Dialectical Behavioral Therapy: Mindfulness and Wise Mind
By Palmetto Counseling & Consulting • November 14, 2022
Dialectical Behavioral Therapy (DBT) is a therapeutic theoretical model developed by Marsha Linehan in the 1980s to treat individuals with significant mental health challenges, including emotional dysregulation and suicidal behaviors. Many mental health professionals consider DBT as the ‘gold standard’ for treating the mental health condition called Borderline Personality Disorder. However, DBT has since been adapted and proven to be effective for other mental health conditions, such as depression, anxiety, PTSD, and substance abuse.
The 4 Modules of DBT
- Mindfulness: Observing yourself and situations in a nonjudgmental manner, identifying triggers and urges without automatically acting on them.
- Distress Tolerance: Dealing with overwhelming situations more effectively, without making the situation worse than it is.
- Emotion Regulation: Recognizing when intense emotions arise and managing them in more productive and effective ways.
- Interpersonal Effectiveness: Communicating with others in effective ways, and being able to set boundaries with others, while maintaining your self-respect and important relationships.
In this blog, we’ll dive deeper into the Mindfulness module of DBT and outline practical strategies you can incorporate into your daily life.
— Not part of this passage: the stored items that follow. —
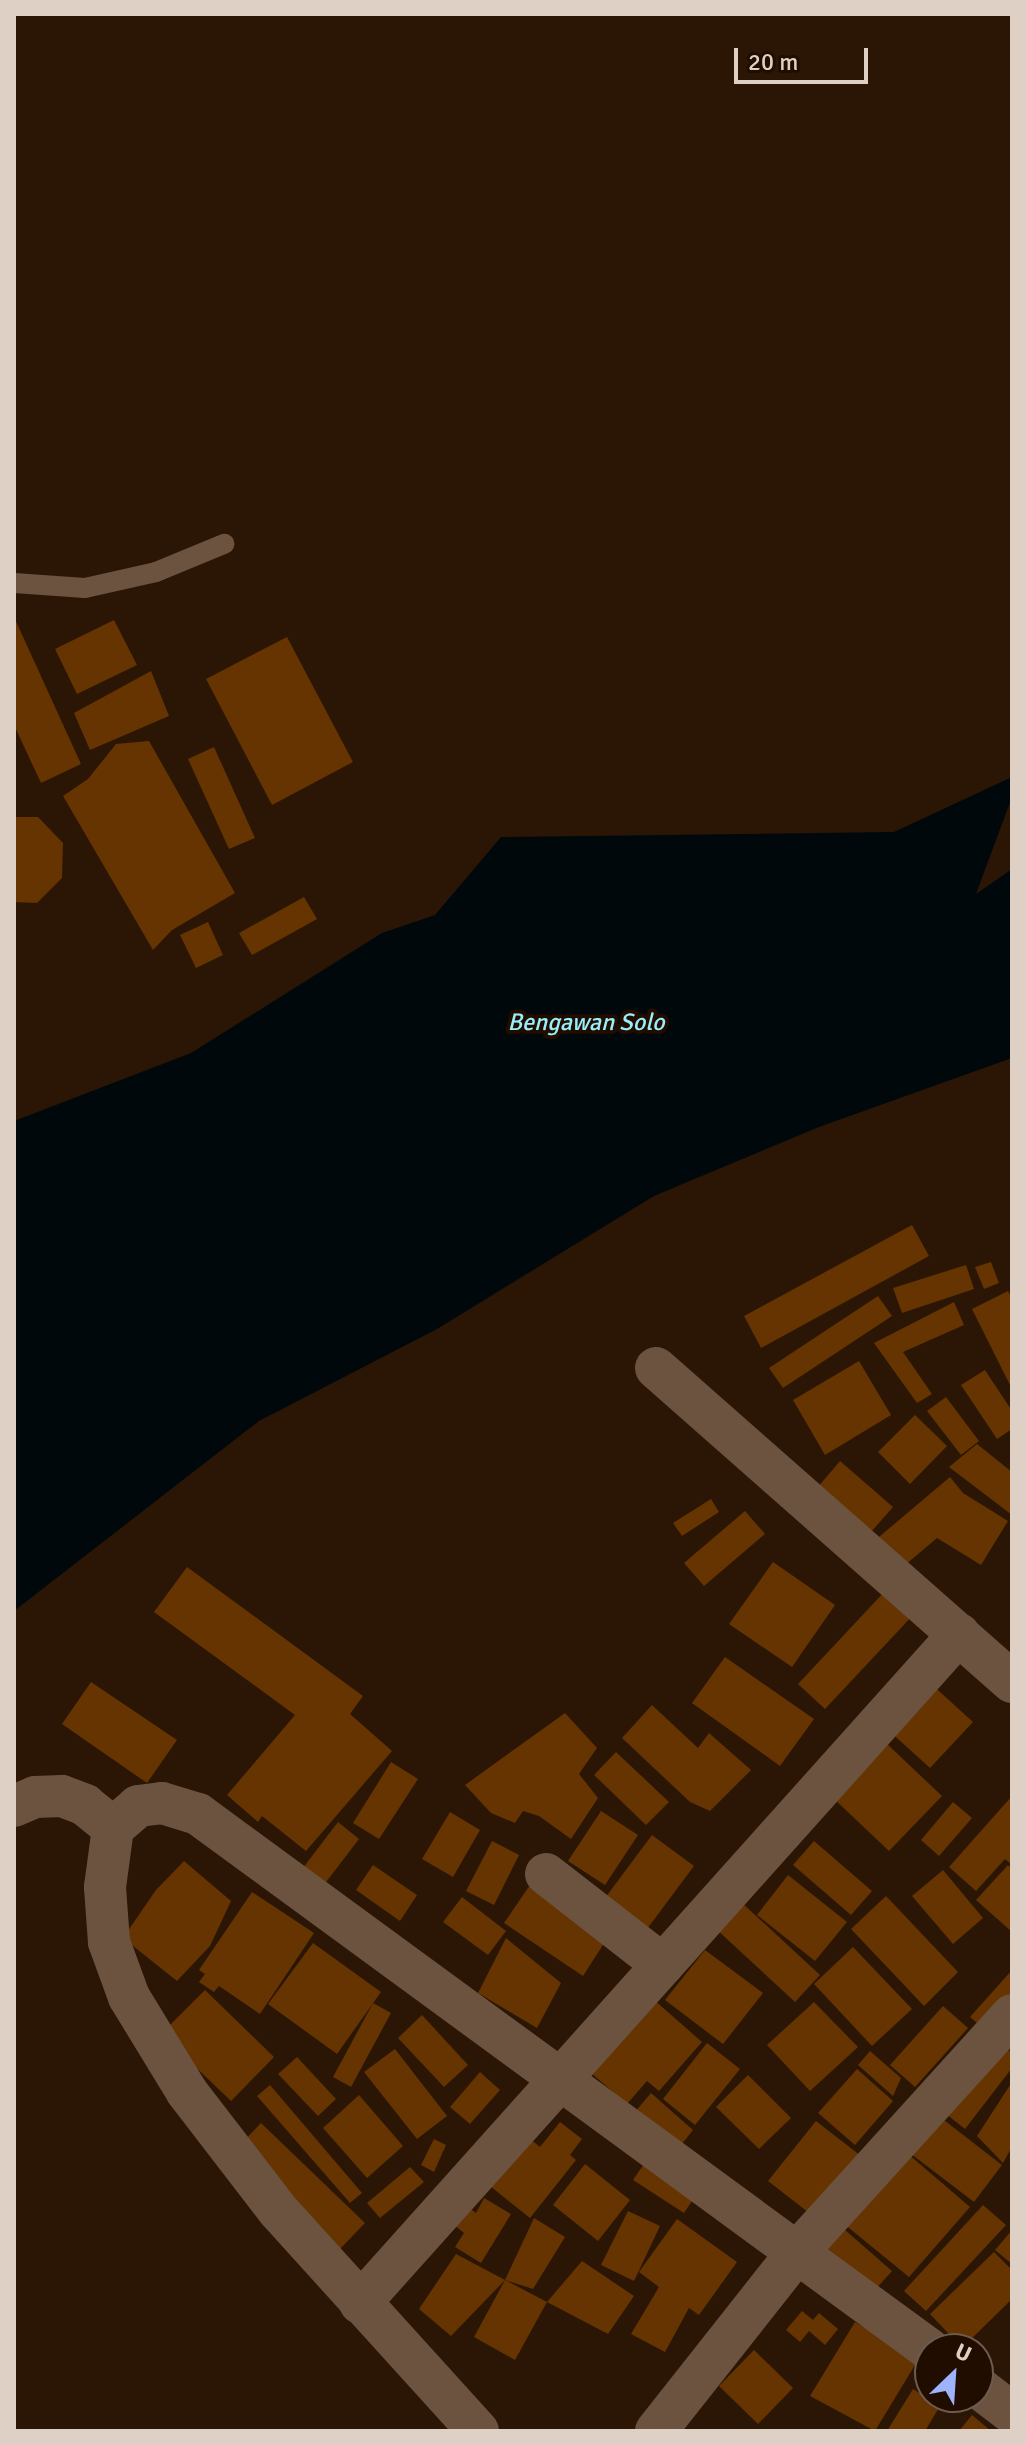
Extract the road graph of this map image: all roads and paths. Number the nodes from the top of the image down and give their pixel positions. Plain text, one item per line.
1 (224, 544) dead end
2 (14, 583) edge
3 (656, 1368) dead end
4 (959, 1634) junction
5 (1012, 1682) edge
6 (14, 1806) edge
7 (113, 1828) junction
8 (546, 1874) dead end
9 (663, 1965) junction
10 (1012, 2015) edge
11 (563, 2079) junction
12 (799, 2250) junction
13 (360, 2303) junction
14 (914, 2338) edge
15 (994, 2399) edge
16 (1012, 2413) edge
17 (478, 2431) edge
18 (656, 2431) edge

1 - 2 lane
3 - 4 street
4 - 5 street
4 - 9 street
6 - 7 street
7 - 11 street
7 - 13 street
8 - 9 street
9 - 11 street
10 - 12 street
11 - 12 street
11 - 13 street
12 - 14 street
12 - 18 street
13 - 17 street
15 - 16 street

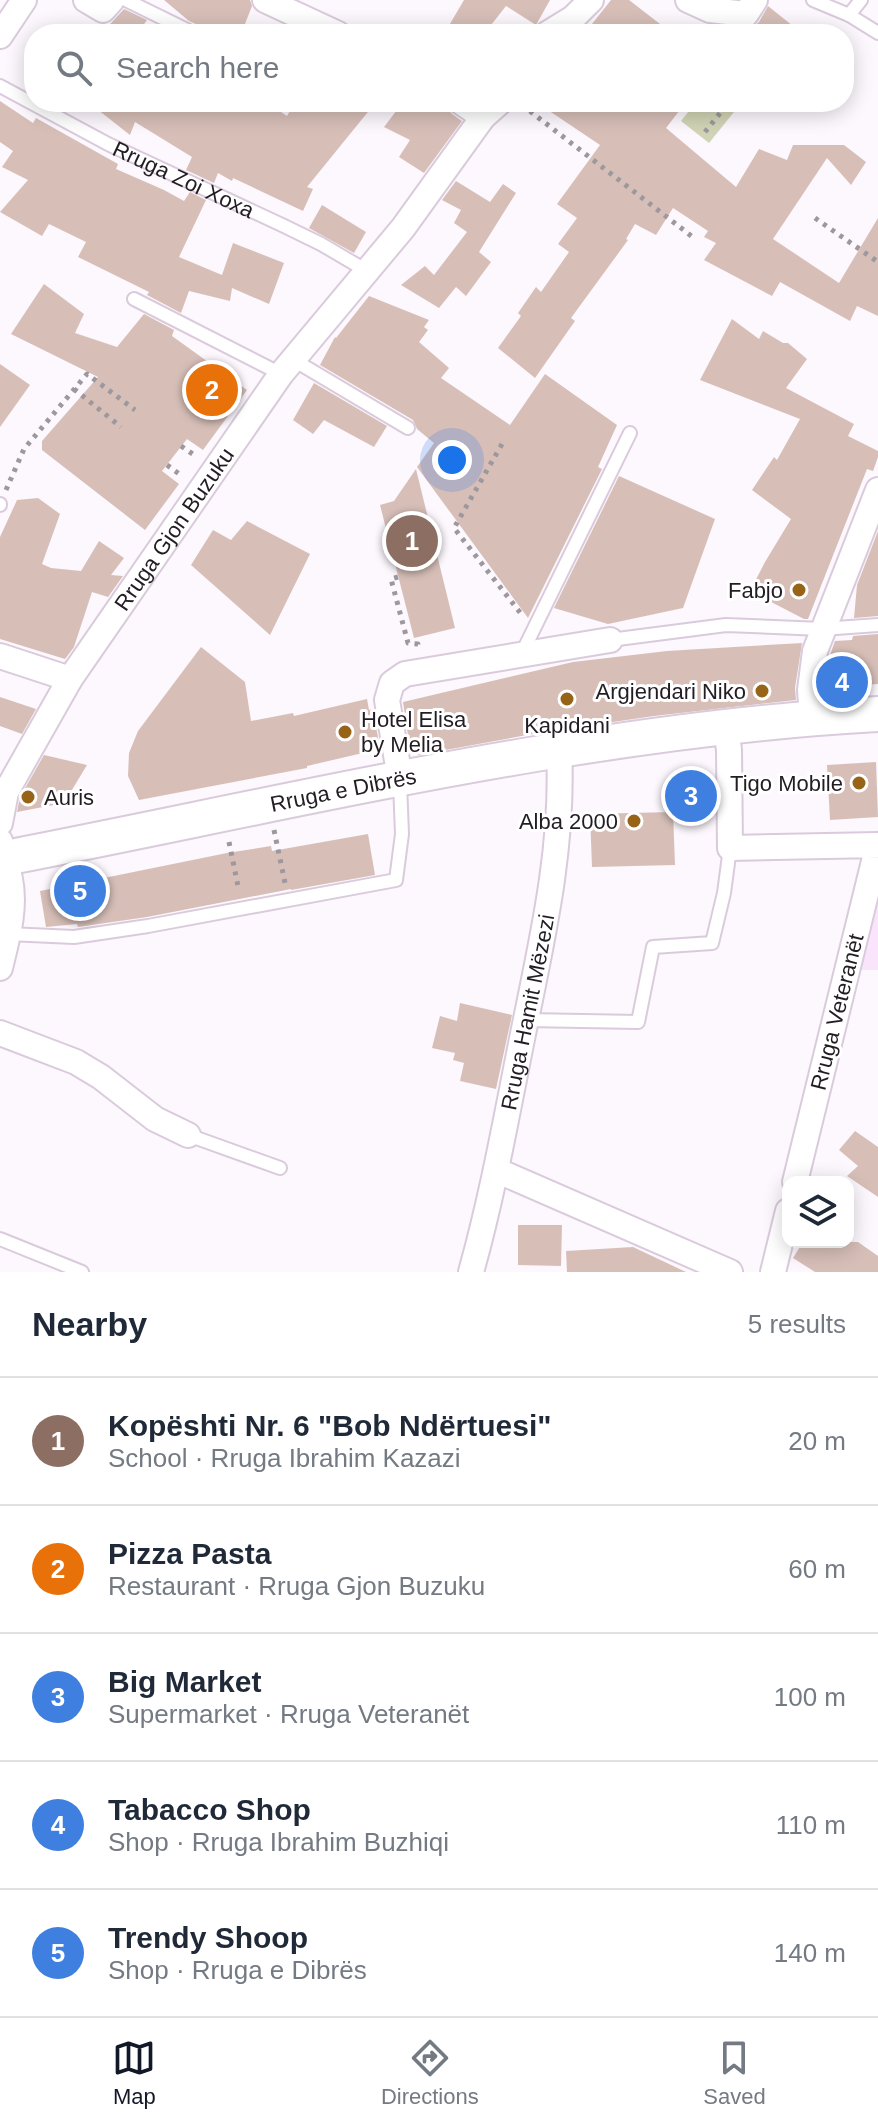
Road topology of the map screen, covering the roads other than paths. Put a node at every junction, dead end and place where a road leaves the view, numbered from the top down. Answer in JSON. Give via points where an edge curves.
{"nodes":[{"id":1,"x":24,"y":0,"type":"edge"},
{"id":2,"x":86,"y":0,"type":"edge"},
{"id":3,"x":112,"y":0,"type":"edge"},
{"id":4,"x":126,"y":0,"type":"edge"},
{"id":5,"x":265,"y":0,"type":"edge"},
{"id":6,"x":591,"y":0,"type":"edge"},
{"id":7,"x":688,"y":0,"type":"edge"},
{"id":8,"x":755,"y":0,"type":"edge"},
{"id":9,"x":813,"y":0,"type":"edge"},
{"id":10,"x":861,"y":0,"type":"edge"},
{"id":11,"x":849,"y":15,"type":"junction"},
{"id":12,"x":175,"y":24,"type":"edge"},
{"id":13,"x":317,"y":24,"type":"edge"},
{"id":14,"x":563,"y":24,"type":"edge"},
{"id":15,"x":878,"y":33,"type":"edge"},
{"id":16,"x":0,"y":36,"type":"edge"},
{"id":17,"x":0,"y":86,"type":"edge"},
{"id":18,"x":24,"y":99,"type":"edge"},
{"id":19,"x":48,"y":112,"type":"edge"},
{"id":20,"x":490,"y":112,"type":"edge"},
{"id":21,"x":367,"y":271,"type":"junction"},
{"id":22,"x":134,"y":299,"type":"dead end"},
{"id":23,"x":286,"y":367,"type":"junction"},
{"id":24,"x":408,"y":428,"type":"dead end"},
{"id":25,"x":630,"y":433,"type":"dead end"},
{"id":26,"x":878,"y":490,"type":"edge"},
{"id":27,"x":878,"y":625,"type":"edge"},
{"id":28,"x":822,"y":629,"type":"junction"},
{"id":29,"x":610,"y":640,"type":"joint"},
{"id":30,"x":522,"y":653,"type":"junction"},
{"id":31,"x":0,"y":656,"type":"edge"},
{"id":32,"x":70,"y":679,"type":"junction"},
{"id":33,"x":878,"y":714,"type":"edge"},
{"id":34,"x":812,"y":718,"type":"junction"},
{"id":35,"x":726,"y":728,"type":"junction"},
{"id":36,"x":559,"y":750,"type":"junction"},
{"id":37,"x":400,"y":779,"type":"junction"},
{"id":38,"x":0,"y":823,"type":"edge"},
{"id":39,"x":730,"y":848,"type":"junction"},
{"id":40,"x":1,"y":852,"type":"edge"},
{"id":41,"x":8,"y":934,"type":"junction"},
{"id":42,"x":0,"y":968,"type":"edge"},
{"id":43,"x":526,"y":1020,"type":"junction"},
{"id":44,"x":0,"y":1033,"type":"edge"},
{"id":45,"x":188,"y":1135,"type":"joint"},
{"id":46,"x":280,"y":1168,"type":"dead end"},
{"id":47,"x":496,"y":1170,"type":"junction"},
{"id":48,"x":796,"y":1176,"type":"edge"},
{"id":49,"x":782,"y":1235,"type":"edge"},
{"id":50,"x":0,"y":1239,"type":"edge"},
{"id":51,"x":82,"y":1272,"type":"edge"},
{"id":52,"x":471,"y":1272,"type":"edge"},
{"id":53,"x":730,"y":1272,"type":"edge"},
{"id":54,"x":773,"y":1272,"type":"edge"}],
"edges":[{"from":1,"to":16,"type":"street"},
{"from":2,"to":3,"type":"street","via":[[103,10]]},
{"from":4,"to":12,"type":"lane"},
{"from":5,"to":13,"type":"street"},
{"from":6,"to":14,"type":"street"},
{"from":7,"to":8,"type":"street","via":[[710,10],[746,14]]},
{"from":9,"to":11,"type":"lane"},
{"from":10,"to":11,"type":"lane"},
{"from":11,"to":15,"type":"lane"},
{"from":17,"to":18,"type":"lane","name":"Rruga Zoi Xoxa"},
{"from":19,"to":21,"type":"lane","name":"Rruga Zoi Xoxa"},
{"from":20,"to":21,"type":"street","name":"Rruga Gjon Buzuku"},
{"from":21,"to":23,"type":"street","name":"Rruga Gjon Buzuku"},
{"from":22,"to":23,"type":"lane"},
{"from":23,"to":24,"type":"lane"},
{"from":23,"to":32,"type":"street","name":"Rruga Gjon Buzuku"},
{"from":25,"to":30,"type":"lane"},
{"from":26,"to":28,"type":"street"},
{"from":27,"to":28,"type":"lane"},
{"from":28,"to":29,"type":"lane","via":[[726,625]]},
{"from":28,"to":34,"type":"street","via":[[810,690]]},
{"from":29,"to":30,"type":"street"},
{"from":30,"to":37,"type":"street","via":[[422,670],[392,683],[387,700]]},
{"from":31,"to":32,"type":"street"},
{"from":32,"to":38,"type":"street","name":"Rruga Gjon Buzuku","via":[[6,792]]},
{"from":33,"to":34,"type":"main road","name":"Rruga e Dibrës"},
{"from":34,"to":35,"type":"main road","name":"Rruga e Dibrës"},
{"from":35,"to":36,"type":"main road","name":"Rruga e Dibrës"},
{"from":35,"to":39,"type":"street"},
{"from":36,"to":37,"type":"main road","name":"Rruga e Dibrës"},
{"from":36,"to":43,"type":"street","name":"Rruga Hamit Mëzezi","via":[[552,890]]},
{"from":37,"to":40,"type":"main road","name":"Rruga e Dibrës"},
{"from":37,"to":41,"type":"lane","via":[[402,834],[396,880],[74,937]]},
{"from":39,"to":43,"type":"lane","via":[[712,943],[653,947],[638,1022]]},
{"from":39,"to":48,"type":"street","name":"Rruga Veteranët","via":[[878,845]]},
{"from":40,"to":41,"type":"street","via":[[11,881]]},
{"from":41,"to":42,"type":"street"},
{"from":43,"to":47,"type":"street","name":"Rruga Hamit Mëzezi"},
{"from":44,"to":45,"type":"street","via":[[76,1062],[155,1119]]},
{"from":45,"to":46,"type":"lane"},
{"from":47,"to":52,"type":"street","name":"Rruga Hamit Mëzezi"},
{"from":47,"to":53,"type":"street"},
{"from":49,"to":54,"type":"street"},
{"from":50,"to":51,"type":"lane"}]}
“Mindfulness gives you time. Time gives you choices. Choices, skillfully made, lead to freedom.”
– Henepola Gunaratana
Mindfulness
We’ll begin with Mindfulness. Mindfulness is awareness. Many of us spend our days in a state of “mindlessness”. We’re distracted and tuned out to our surroundings and often overlook important information that can help us make better choices. We can also spend TOO much time in our heads trying to process everything that we completely lose sight of reality and instead get caught up in negative self-talk.
If you’re brand new to the idea of mindfulness, it can feel overwhelming at first. It’s best to start with small simple practices. Try going outside and pay attention to what’s around you. Name the sounds, sights, smells, and anything that you can take in with your 5 senses. Now take a few deep breaths. Feel the air go in and out and name what those sensations are. Is the air cold? Warm? How does your body feel when you take those deep breaths? Spend a few minutes observing and describing your experience, without judgment.
Another good way to practice mindfulness is to take a daily mundane task and slow it down. Break down each step and observe and describe what you experience. For example, try brushing your teeth using this practice. What does the toothpaste taste like? How does the toothbrush feel in your hand? What does it look like?
During these practices, you might notice thoughts of wanting to hurry up and speed through so you can get on with your day. That’s normal! We’re not used to slowing things down, it makes sense that you might have a sense of urgency with this practice. When that urge to rush comes up, try to take one deep breath and acknowledge that feeling, but don’t act on it just yet. Try to give yourself at least one deep breath and be aware of that desire without acting on it. Don’t beat yourself up or self-criticize because you don’t think you’re “doing it right.” If you’re showing up to the practice, you’re doing it right.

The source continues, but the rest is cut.